EXERCISE MATERIALS =>
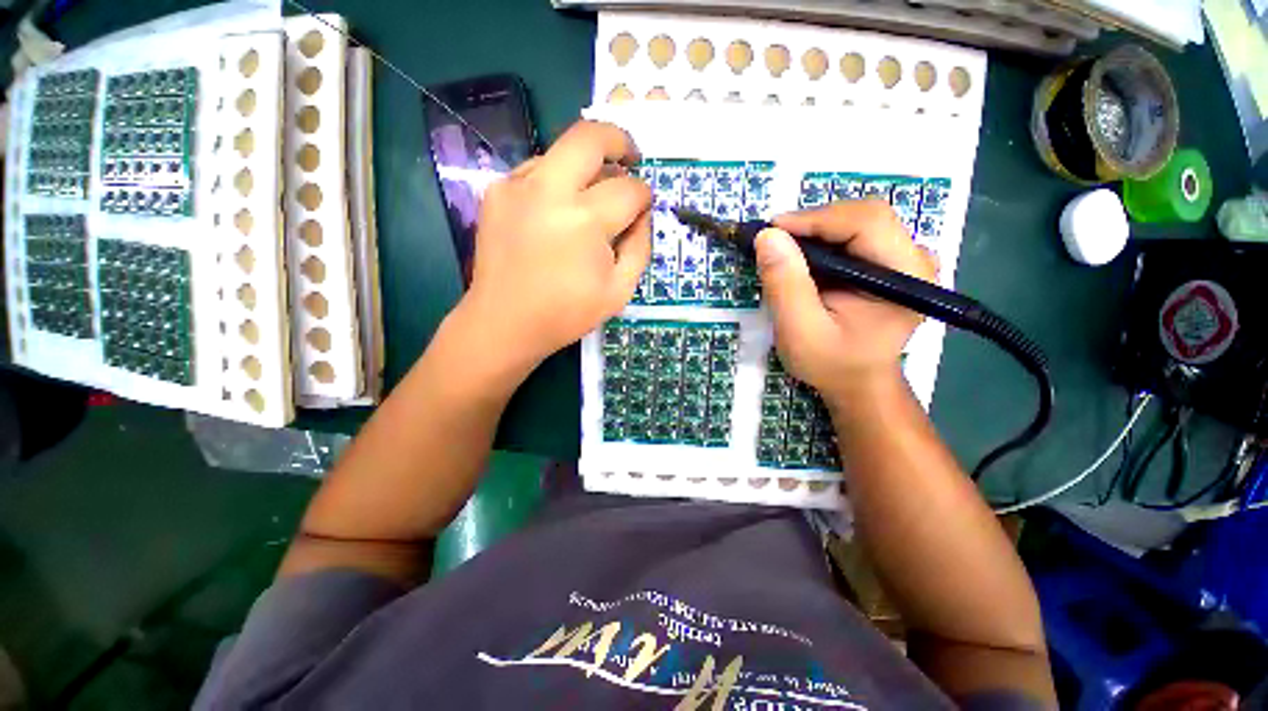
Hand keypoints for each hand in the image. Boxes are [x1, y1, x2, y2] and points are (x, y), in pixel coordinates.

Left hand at [461, 121, 652, 365]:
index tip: (643, 208)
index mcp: (585, 221)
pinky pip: (537, 169)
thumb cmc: (566, 313)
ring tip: (592, 194)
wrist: (504, 322)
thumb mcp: (619, 291)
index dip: (644, 197)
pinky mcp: (497, 190)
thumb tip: (641, 215)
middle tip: (630, 157)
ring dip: (586, 164)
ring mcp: (517, 185)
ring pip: (562, 149)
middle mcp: (549, 190)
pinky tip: (558, 209)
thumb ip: (640, 247)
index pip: (629, 189)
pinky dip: (557, 180)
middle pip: (591, 136)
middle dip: (620, 140)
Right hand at [755, 200, 935, 400]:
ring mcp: (904, 258)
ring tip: (784, 252)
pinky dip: (822, 240)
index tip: (771, 231)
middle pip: (863, 215)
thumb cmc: (832, 363)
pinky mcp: (889, 262)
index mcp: (906, 275)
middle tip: (774, 243)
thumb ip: (785, 285)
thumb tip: (767, 236)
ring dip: (815, 231)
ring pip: (856, 220)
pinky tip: (803, 259)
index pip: (866, 222)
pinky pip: (853, 235)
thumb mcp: (800, 331)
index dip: (815, 218)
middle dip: (813, 223)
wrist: (857, 383)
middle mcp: (914, 258)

DIRECTIONS FOR THIS TASK => From the records above, reproduce exactly the lines from the one with "thumb tip: (641, 215)" to the one with "index tip: (771, 231)", both included, and no others.

WRITTEN RESPONSE =>
thumb tip: (641, 215)
middle tip: (630, 157)
ring dip: (586, 164)
ring mcp: (517, 185)
ring pip: (562, 149)
middle mcp: (549, 190)
pinky tip: (558, 209)
thumb ip: (640, 247)
index pip: (629, 189)
pinky dip: (557, 180)
middle pip: (591, 136)
middle dip: (620, 140)
Right hand at [755, 200, 935, 400]:
ring mcp: (904, 258)
ring tip: (784, 252)
pinky dip: (822, 240)
index tip: (771, 231)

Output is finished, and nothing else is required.